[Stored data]
———
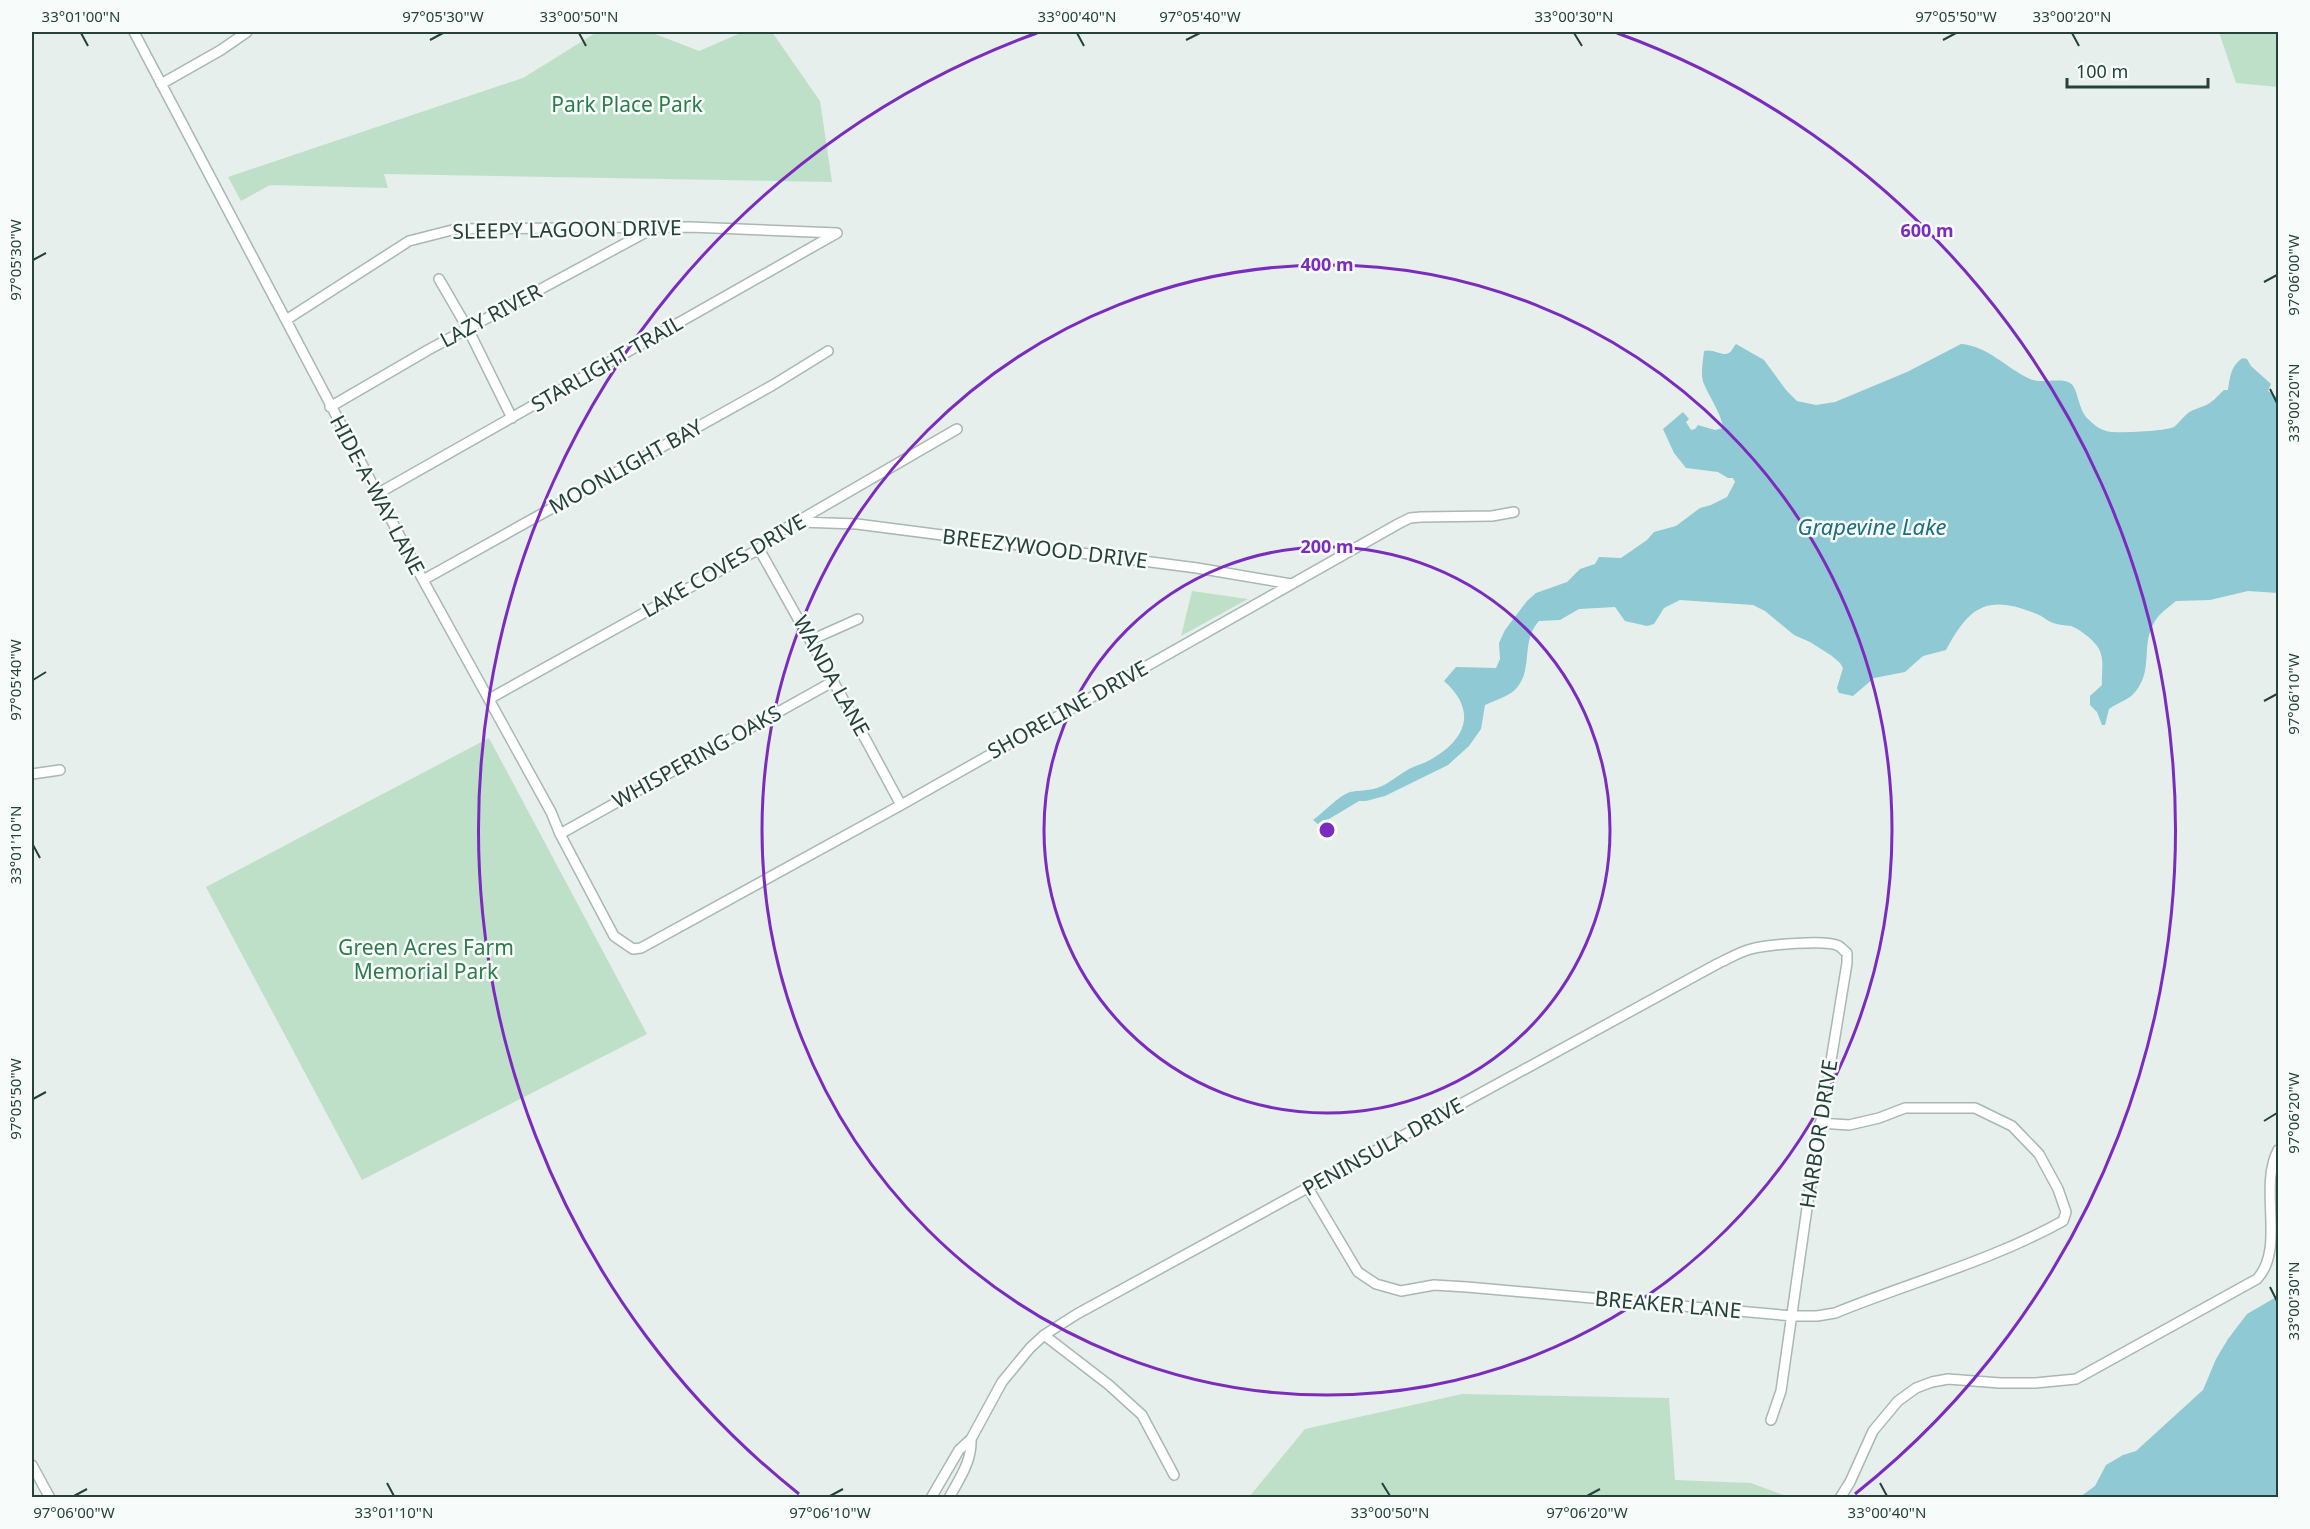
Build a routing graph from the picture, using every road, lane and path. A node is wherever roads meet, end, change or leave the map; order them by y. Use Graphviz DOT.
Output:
graph roads {
  1 [pos="134,32"];
  2 [pos="247,32"];
  3 [pos="161,84"];
  4 [pos="652,228"];
  5 [pos="837,234"];
  6 [pos="439,279"];
  7 [pos="286,320"];
  8 [pos="468,329"];
  9 [pos="828,351"];
  10 [pos="330,407"];
  11 [pos="512,418"];
  12 [pos="957,429"];
  13 [pos="377,494"];
  14 [pos="1514,512"];
  15 [pos="799,522"];
  16 [pos="759,549"];
  17 [pos="423,580"];
  18 [pos="1291,584"];
  19 [pos="858,618"];
  20 [pos="811,640"];
  21 [pos="834,681"];
  22 [pos="489,699"];
  23 [pos="60,770"];
  24 [pos="32,774"];
  25 [pos="901,805"];
  26 [pos="560,834"];
  27 [pos="633,949"];
  28 [pos="1846,953"];
  29 [pos="1820,1123"];
  30 [pos="2278,1150"];
  31 [pos="1308,1188"];
  32 [pos="1793,1316"];
  33 [pos="1044,1335"];
  34 [pos="1771,1420"];
  35 [pos="971,1439"];
  36 [pos="32,1465"];
  37 [pos="1174,1475"];
  38 [pos="50,1497"];
  39 [pos="931,1497"];
  40 [pos="949,1497"];
  41 [pos="1840,1497"];
  1 -- 3 [label="street, HIDE-A-WAY LANE"];
  2 -- 3 [label="street"];
  3 -- 7 [label="street, HIDE-A-WAY LANE"];
  4 -- 5 [label="street, SLEEPY LAGOON DRIVE"];
  4 -- 7 [label="street, SLEEPY LAGOON DRIVE"];
  4 -- 8 [label="street, LAZY RIVER"];
  5 -- 11 [label="street, STARLIGHT TRAIL"];
  6 -- 8 [label="street"];
  7 -- 10 [label="street, HIDE-A-WAY LANE"];
  8 -- 10 [label="street, LAZY RIVER"];
  8 -- 11 [label="street"];
  9 -- 17 [label="street, MOONLIGHT BAY"];
  10 -- 13 [label="street, HIDE-A-WAY LANE"];
  11 -- 13 [label="street, STARLIGHT TRAIL"];
  12 -- 15 [label="street, LAKE COVES DRIVE"];
  13 -- 17 [label="street, HIDE-A-WAY LANE"];
  14 -- 18 [label="street, SHORELINE DRIVE"];
  15 -- 16 [label="street, LAKE COVES DRIVE"];
  15 -- 18 [label="street, BREEZYWOOD DRIVE"];
  16 -- 20 [label="street, WANDA LANE"];
  16 -- 22 [label="street, LAKE COVES DRIVE"];
  17 -- 22 [label="street, HIDE-A-WAY LANE"];
  18 -- 25 [label="street, SHORELINE DRIVE"];
  19 -- 20 [label="street"];
  20 -- 21 [label="street, WANDA LANE"];
  21 -- 25 [label="street, WANDA LANE"];
  21 -- 26 [label="street, WHISPERING OAKS"];
  22 -- 26 [label="street, HIDE-A-WAY LANE"];
  23 -- 24 [label="street"];
  25 -- 27 [label="street, SHORELINE DRIVE"];
  26 -- 27 [label="street, HIDE-A-WAY LANE"];
  28 -- 29 [label="street, HARBOR DRIVE"];
  28 -- 31 [label="street, PENINSULA DRIVE"];
  29 -- 32 [label="street, HARBOR DRIVE"];
  29 -- 32 [label="street, BREAKER LANE"];
  30 -- 41 [label="street"];
  31 -- 32 [label="street, BREAKER LANE"];
  31 -- 33 [label="street, PENINSULA DRIVE"];
  32 -- 34 [label="street, HARBOR DRIVE"];
  33 -- 35 [label="street, PENINSULA DRIVE"];
  33 -- 37 [label="street"];
  35 -- 39 [label="street, PENINSULA DRIVE"];
  35 -- 40 [label="street, PENINSULA DRIVE"];
  36 -- 38 [label="street"];
}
———
:: Problem ::
Do not include images; quote all of the entries above exactly.

:: Reply ::
Build a routing graph from the picture, using every road, lane and path. A node is wherever roads meet, end, change or leave the map; order them by y. Use Graphviz DOT.
Output:
graph roads {
  1 [pos="134,32"];
  2 [pos="247,32"];
  3 [pos="161,84"];
  4 [pos="652,228"];
  5 [pos="837,234"];
  6 [pos="439,279"];
  7 [pos="286,320"];
  8 [pos="468,329"];
  9 [pos="828,351"];
  10 [pos="330,407"];
  11 [pos="512,418"];
  12 [pos="957,429"];
  13 [pos="377,494"];
  14 [pos="1514,512"];
  15 [pos="799,522"];
  16 [pos="759,549"];
  17 [pos="423,580"];
  18 [pos="1291,584"];
  19 [pos="858,618"];
  20 [pos="811,640"];
  21 [pos="834,681"];
  22 [pos="489,699"];
  23 [pos="60,770"];
  24 [pos="32,774"];
  25 [pos="901,805"];
  26 [pos="560,834"];
  27 [pos="633,949"];
  28 [pos="1846,953"];
  29 [pos="1820,1123"];
  30 [pos="2278,1150"];
  31 [pos="1308,1188"];
  32 [pos="1793,1316"];
  33 [pos="1044,1335"];
  34 [pos="1771,1420"];
  35 [pos="971,1439"];
  36 [pos="32,1465"];
  37 [pos="1174,1475"];
  38 [pos="50,1497"];
  39 [pos="931,1497"];
  40 [pos="949,1497"];
  41 [pos="1840,1497"];
  1 -- 3 [label="street, HIDE-A-WAY LANE"];
  2 -- 3 [label="street"];
  3 -- 7 [label="street, HIDE-A-WAY LANE"];
  4 -- 5 [label="street, SLEEPY LAGOON DRIVE"];
  4 -- 7 [label="street, SLEEPY LAGOON DRIVE"];
  4 -- 8 [label="street, LAZY RIVER"];
  5 -- 11 [label="street, STARLIGHT TRAIL"];
  6 -- 8 [label="street"];
  7 -- 10 [label="street, HIDE-A-WAY LANE"];
  8 -- 10 [label="street, LAZY RIVER"];
  8 -- 11 [label="street"];
  9 -- 17 [label="street, MOONLIGHT BAY"];
  10 -- 13 [label="street, HIDE-A-WAY LANE"];
  11 -- 13 [label="street, STARLIGHT TRAIL"];
  12 -- 15 [label="street, LAKE COVES DRIVE"];
  13 -- 17 [label="street, HIDE-A-WAY LANE"];
  14 -- 18 [label="street, SHORELINE DRIVE"];
  15 -- 16 [label="street, LAKE COVES DRIVE"];
  15 -- 18 [label="street, BREEZYWOOD DRIVE"];
  16 -- 20 [label="street, WANDA LANE"];
  16 -- 22 [label="street, LAKE COVES DRIVE"];
  17 -- 22 [label="street, HIDE-A-WAY LANE"];
  18 -- 25 [label="street, SHORELINE DRIVE"];
  19 -- 20 [label="street"];
  20 -- 21 [label="street, WANDA LANE"];
  21 -- 25 [label="street, WANDA LANE"];
  21 -- 26 [label="street, WHISPERING OAKS"];
  22 -- 26 [label="street, HIDE-A-WAY LANE"];
  23 -- 24 [label="street"];
  25 -- 27 [label="street, SHORELINE DRIVE"];
  26 -- 27 [label="street, HIDE-A-WAY LANE"];
  28 -- 29 [label="street, HARBOR DRIVE"];
  28 -- 31 [label="street, PENINSULA DRIVE"];
  29 -- 32 [label="street, HARBOR DRIVE"];
  29 -- 32 [label="street, BREAKER LANE"];
  30 -- 41 [label="street"];
  31 -- 32 [label="street, BREAKER LANE"];
  31 -- 33 [label="street, PENINSULA DRIVE"];
  32 -- 34 [label="street, HARBOR DRIVE"];
  33 -- 35 [label="street, PENINSULA DRIVE"];
  33 -- 37 [label="street"];
  35 -- 39 [label="street, PENINSULA DRIVE"];
  35 -- 40 [label="street, PENINSULA DRIVE"];
  36 -- 38 [label="street"];
}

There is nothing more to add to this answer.